Recently the mainstream media has been running profiles on people who have built businesses worth hundreds of millions of dollars by buying lots of Internet domain names then filling them with Google ads. Last week, CNN Money ran an article entitled The man who owns the Internet which contained the following excerpt
When Ham wants a domain, he leans over and quietly instructs an
associate to bid on his behalf. He likes wedding names, so his guy
lifts the white paddle and snags Weddingcatering.com for $10,000.
Greeting.com is not nearly as good as the plural Greetings.com, but Ham
grabs it anyway, for $350,000. Ham is a devout Christian, and
he spends $31,000 to add Christianrock.com to his collection, which
already includes God.com and Satan.com. When it's all over, Ham strolls
to the table near the exit and writes a check for $650,000. It's a
Trained as a family doctor, he put off medicine after discovering the
riches of the Web.
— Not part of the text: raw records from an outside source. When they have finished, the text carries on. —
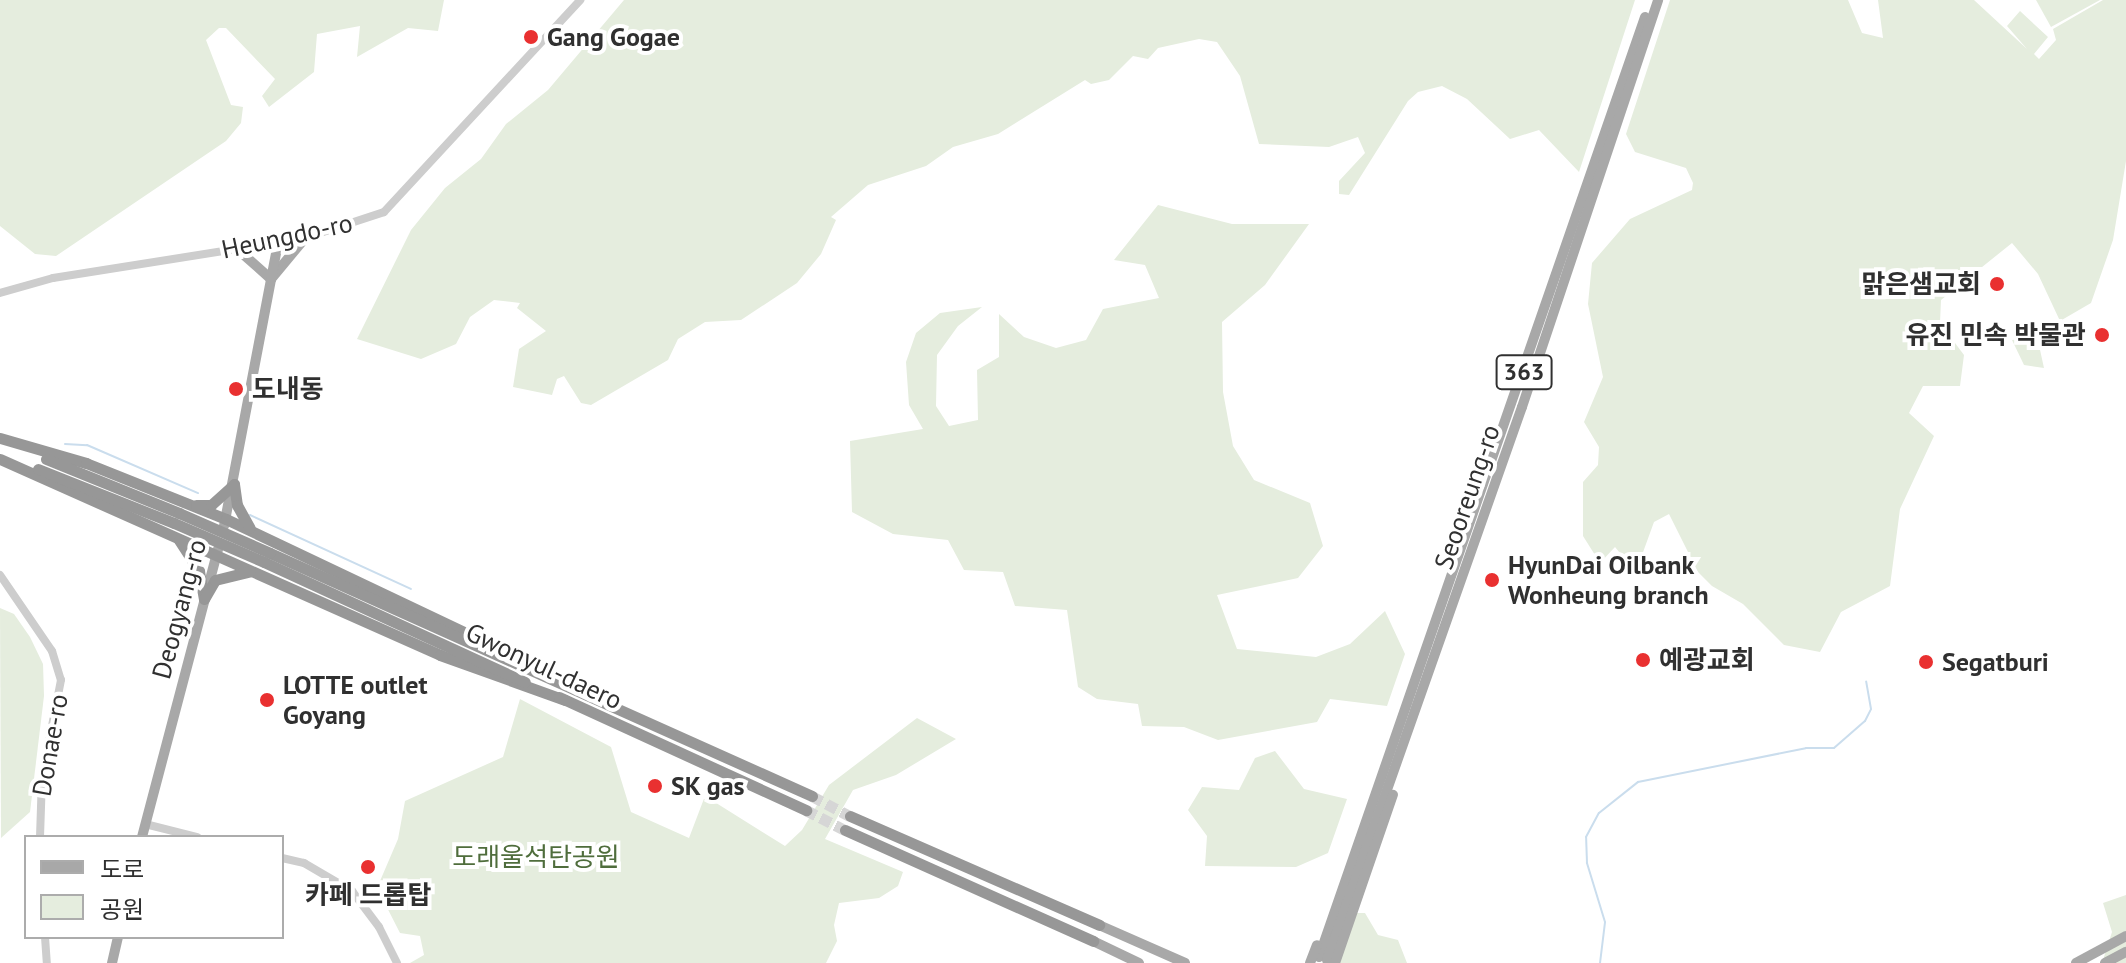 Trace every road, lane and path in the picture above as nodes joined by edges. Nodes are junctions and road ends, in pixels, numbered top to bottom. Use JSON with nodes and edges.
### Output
{"nodes":[{"id":1,"x":580,"y":0,"type":"edge"},
{"id":2,"x":1651,"y":0,"type":"edge"},
{"id":3,"x":1658,"y":0,"type":"edge"},
{"id":4,"x":305,"y":238,"type":"junction"},
{"id":5,"x":278,"y":242,"type":"junction"},
{"id":6,"x":236,"y":248,"type":"junction"},
{"id":7,"x":271,"y":279,"type":"junction"},
{"id":8,"x":0,"y":293,"type":"edge"},
{"id":9,"x":0,"y":439,"type":"edge"},
{"id":10,"x":0,"y":457,"type":"edge"},
{"id":11,"x":234,"y":484,"type":"junction"},
{"id":12,"x":190,"y":505,"type":"junction"},
{"id":13,"x":226,"y":519,"type":"junction"},
{"id":14,"x":175,"y":523,"type":"junction"},
{"id":15,"x":263,"y":538,"type":"junction"},
{"id":16,"x":217,"y":553,"type":"junction"},
{"id":17,"x":267,"y":557,"type":"junction"},
{"id":18,"x":254,"y":571,"type":"junction"},
{"id":19,"x":0,"y":575,"type":"edge"},
{"id":20,"x":204,"y":599,"type":"junction"},
{"id":21,"x":523,"y":665,"type":"junction"},
{"id":22,"x":565,"y":700,"type":"junction"},
{"id":23,"x":812,"y":796,"type":"tunnel mouth"},
{"id":24,"x":806,"y":810,"type":"tunnel mouth"},
{"id":25,"x":850,"y":816,"type":"tunnel mouth"},
{"id":26,"x":145,"y":824,"type":"junction"},
{"id":27,"x":845,"y":830,"type":"tunnel mouth"},
{"id":28,"x":40,"y":835,"type":"edge"},
{"id":29,"x":142,"y":835,"type":"edge"},
{"id":30,"x":189,"y":835,"type":"edge"},
{"id":31,"x":284,"y":858,"type":"edge"},
{"id":32,"x":1099,"y":925,"type":"joint"},
{"id":33,"x":2126,"y":936,"type":"edge"},
{"id":34,"x":45,"y":939,"type":"edge"},
{"id":35,"x":118,"y":939,"type":"edge"},
{"id":36,"x":1093,"y":941,"type":"joint"},
{"id":37,"x":2126,"y":952,"type":"edge"},
{"id":38,"x":1323,"y":961,"type":"edge"},
{"id":39,"x":47,"y":963,"type":"edge"},
{"id":40,"x":112,"y":963,"type":"edge"},
{"id":41,"x":397,"y":963,"type":"edge"},
{"id":42,"x":1139,"y":963,"type":"edge"},
{"id":43,"x":1185,"y":963,"type":"edge"},
{"id":44,"x":2076,"y":963,"type":"edge"},
{"id":45,"x":2105,"y":963,"type":"edge"}],
"edges":[{"from":1,"to":4,"type":"street","name":"Heungdo-ro"},
{"from":2,"to":38,"type":"main road","name":"Seooreung-ro","number":"363"},
{"from":3,"to":38,"type":"main road","name":"Seooreung-ro","number":"363"},
{"from":4,"to":5,"type":"street","name":"Heungdo-ro"},
{"from":4,"to":7,"type":"main road"},
{"from":5,"to":6,"type":"street","name":"Heungdo-ro"},
{"from":5,"to":7,"type":"main road"},
{"from":6,"to":7,"type":"main road"},
{"from":6,"to":8,"type":"street","name":"Heungdo-ro"},
{"from":7,"to":11,"type":"main road","name":"Deogyang-ro"},
{"from":9,"to":12,"type":"highway"},
{"from":9,"to":14,"type":"highway"},
{"from":10,"to":14,"type":"highway"},
{"from":11,"to":12,"type":"highway"},
{"from":11,"to":13,"type":"main road","name":"Deogyang-ro"},
{"from":11,"to":15,"type":"highway"},
{"from":12,"to":13,"type":"highway"},
{"from":12,"to":14,"type":"highway"},
{"from":13,"to":15,"type":"highway"},
{"from":13,"to":16,"type":"main road","name":"Deogyang-ro"},
{"from":14,"to":16,"type":"highway"},
{"from":14,"to":17,"type":"highway","bridge":true},
{"from":14,"to":20,"type":"highway"},
{"from":15,"to":18,"type":"highway"},
{"from":15,"to":21,"type":"highway"},
{"from":16,"to":18,"type":"highway"},
{"from":16,"to":20,"type":"main road","name":"Deogyang-ro"},
{"from":17,"to":21,"type":"highway","name":"Gwonyul-daero"},
{"from":17,"to":22,"type":"highway","name":"Gwonyul-daero"},
{"from":18,"to":20,"type":"highway"},
{"from":18,"to":22,"type":"highway"},
{"from":19,"to":28,"type":"street","name":"Donae-ro"},
{"from":20,"to":26,"type":"main road","name":"Deogyang-ro"},
{"from":21,"to":23,"type":"highway","name":"Gwonyul-daero"},
{"from":22,"to":24,"type":"highway","name":"Gwonyul-daero"},
{"from":25,"to":32,"type":"highway"},
{"from":26,"to":29,"type":"main road","name":"Deogyang-ro"},
{"from":26,"to":30,"type":"street"},
{"from":27,"to":36,"type":"highway"},
{"from":31,"to":41,"type":"street"},
{"from":32,"to":43,"type":"main road"},
{"from":33,"to":44,"type":"main road"},
{"from":34,"to":39,"type":"street"},
{"from":35,"to":40,"type":"main road"},
{"from":36,"to":42,"type":"main road"},
{"from":37,"to":45,"type":"main road"}]} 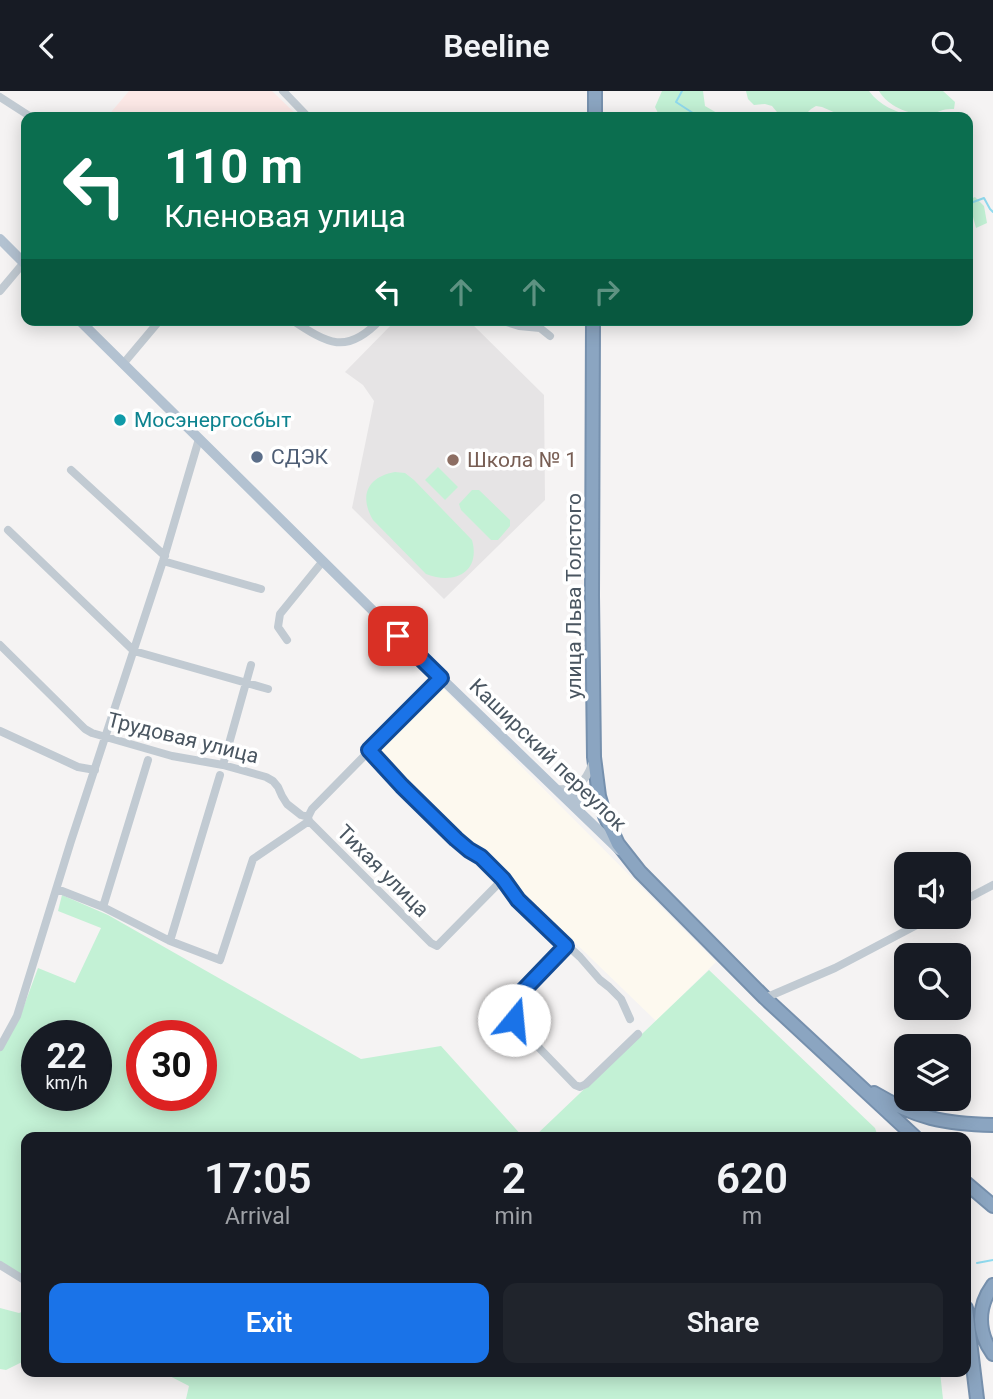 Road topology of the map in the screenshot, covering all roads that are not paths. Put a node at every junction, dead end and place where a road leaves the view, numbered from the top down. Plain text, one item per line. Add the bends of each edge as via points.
1 (283, 91) edge
2 (595, 91) edge
3 (0, 97) edge
4 (23, 112) edge
5 (303, 112) edge
6 (595, 112) edge
7 (0, 239) edge
8 (21, 259) edge
9 (21, 267) edge
10 (0, 291) edge
11 (85, 326) edge
12 (155, 326) edge
13 (302, 326) edge
14 (372, 326) edge
15 (519, 326) edge
16 (593, 326) edge
17 (550, 336) dead end
18 (123, 364) junction
19 (199, 439) junction
20 (71, 470) dead end
21 (8, 530) dead end
22 (164, 559) junction
23 (323, 561) junction
24 (261, 589) dead end
25 (287, 640) dead end
26 (0, 645) edge
27 (134, 651) junction
28 (251, 665) dead end
29 (441, 678) junction
30 (245, 683) junction
31 (268, 689) dead end
32 (0, 731) edge
33 (106, 737) junction
34 (369, 750) junction
35 (594, 757) junction
36 (148, 760) dead end
37 (223, 765) junction
38 (95, 770) junction
39 (220, 775) dead end
40 (266, 777) joint
41 (555, 789) junction
42 (601, 802) junction
43 (308, 819) junction
44 (632, 863) junction
45 (503, 879) junction
46 (993, 885) edge
47 (57, 889) junction
48 (971, 897) edge
49 (103, 907) junction
50 (910, 929) edge
51 (170, 941) junction
52 (566, 946) junction
53 (765, 998) junction
54 (630, 1019) dead end
55 (638, 1034) dead end
56 (0, 1047) edge
57 (832, 1059) junction
58 (867, 1088) junction
59 (993, 1125) edge
60 (908, 1132) edge
61 (919, 1132) edge
62 (971, 1176) edge
63 (971, 1187) edge
64 (993, 1195) edge
65 (993, 1206) edge
66 (0, 1265) edge
67 (21, 1278) edge
68 (993, 1285) edge
69 (971, 1344) edge
70 (993, 1354) edge
71 (977, 1399) edge

1 - 5 street
2 - 6 highway
3 - 4 street
7 - 8 main road
9 - 10 street
11 - 18 main road, Каширский переулок
12 - 18 street
13 - 14 street via 338,343 357,338
15 - 17 street via 540,328
16 - 35 highway, улица Льва Толстого
18 - 19 main road, Каширский переулок
19 - 22 street
19 - 23 main road, Каширский переулок
20 - 22 street
21 - 27 street
22 - 24 street
22 - 27 street
23 - 25 street via 280,614 278,627
23 - 29 main road, Каширский переулок
26 - 33 street, Трудовая улица via 85,729
27 - 30 street
27 - 33 street
28 - 30 street
29 - 34 street
29 - 41 main road, Каширский переулок
30 - 31 street
30 - 37 street
32 - 38 street via 78,767
33 - 37 street, Трудовая улица
33 - 38 street
34 - 43 street via 312,809
34 - 45 street via 456,839
35 - 41 street via 582,783 568,790
35 - 42 highway, улица Льва Толстого
36 - 49 street
37 - 40 street, Трудовая улица
38 - 47 street
39 - 51 street
40 - 43 street, Тихая улица via 287,804
41 - 42 main road via 582,802
41 - 44 main road, Каширский переулок
42 - 44 highway, улица Льва Толстого via 613,835
43 - 45 street, Тихая улица via 437,946
43 - 51 street via 253,859 220,960
44 - 53 highway, улица Льва Толстого
45 - 52 street
46 - 48 street
47 - 49 street
47 - 56 street via 17,1016
49 - 51 street
50 - 53 street
52 - 54 street via 621,999
52 - 55 street via 517,997 512,1012 517,1025 580,1087
53 - 57 highway, улица Льва Толстого
57 - 58 highway
57 - 60 highway
58 - 59 highway via 930,1119
58 - 61 highway
62 - 64 highway
63 - 65 highway
66 - 67 street
68 - 70 highway via 983,1303 981,1321
69 - 71 highway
Since 2000 he has quietly cobbled together a
portfolio of some 300,000 domains that, combined with several other
ventures, generate an estimated $70 million a year in revenue. (Like
all his financial details, Ham would neither confirm nor deny this
And what few people know is that he's also the man behind the domain
world's latest scheme: profiting from traffic generated by the millions
of people who mistakenly type ".cm" instead of ".com" at the end of a
domain name. Try it with almost any name you can think of --
Beer.cm, Newyorktimes.cm, even Anyname.cm -- and you'll land on a page
called Agoga.com, a site filled with ads served up by Yahoo
The New York Times has a profile on another multimillion dollar company in the same business in today's article entitled Millions of Addresses and Thousands of Sites, All Leading to One which contains the following excerpts
What Internet business has raised $120 million in financing in the last
year, owns 725,000 Web sites, and has as its chief executive the former
head of Primedia and International Data Group?
If you guessed NameMedia, a privately held owner and developer of Web sites based in Waltham, Mass., you take the prize.
“What we’ve wanted to do, quietly, is amass the largest real estate position on the Internet, which we feel we have,” Mr. Conlin said. Some of those properties, he said, are the equivalent of “oceanfront” sites, or high-value addresses like Photography.com or DailyHoroscope.com
that NameMedia will populate with relevant editorial content. Those who
type in any of NameMedia’s other 6,000 or so photography-related
Internet addresses, like photographyproducts.com, will land on Photography.com.
So far the company’s strategy is paying off, Mr. Conlin said, with company revenue doubling last year, to $60 million.
Companies like this are bad for the Internet for several reasons. For one, they artificially reduce the pool of domain which has resulted in legitimate domains having to choose name that are either awful misspellings or sound like they were stolen from Star Wars. Secondly, a lot of these sites tend to clog up search results especially when they have generic domain names and a couple thousand sites all linking or redirecting back to one domain. Finally, the fact that these companies are making so much money in a manner that is user-hostile and ethically questionable encourages more such businesses which prey on naive Internet users to be formed.
What I've found most shocking about this trend is that the big Web advertising companies like Google go out of their way to court these businesses. In fact, Google has a service called Google AdSense for Domains [with the tastefully chosen URL http://www.google.com/domainpark] which caters exclusively to these kinds of sites.
One of the things I've disliked about the rush towards advertising based business models on the Web is that if unchecked it leads to user-hostile behavior in the quest to satisfy the bottom line. The recent flap over Google and Dell installing the equivalent of spyware on new PCs to show users ads when they make a typo when browsing the Web is an example of this negative trend. Now it turns out that Google is in bed with domain name squatters. These are all examples of Google's Strategy Tax, the fact that they make their money from ads compromises their integrity when there is a conflict between between doing what's best for users and doing what's best for advertisers.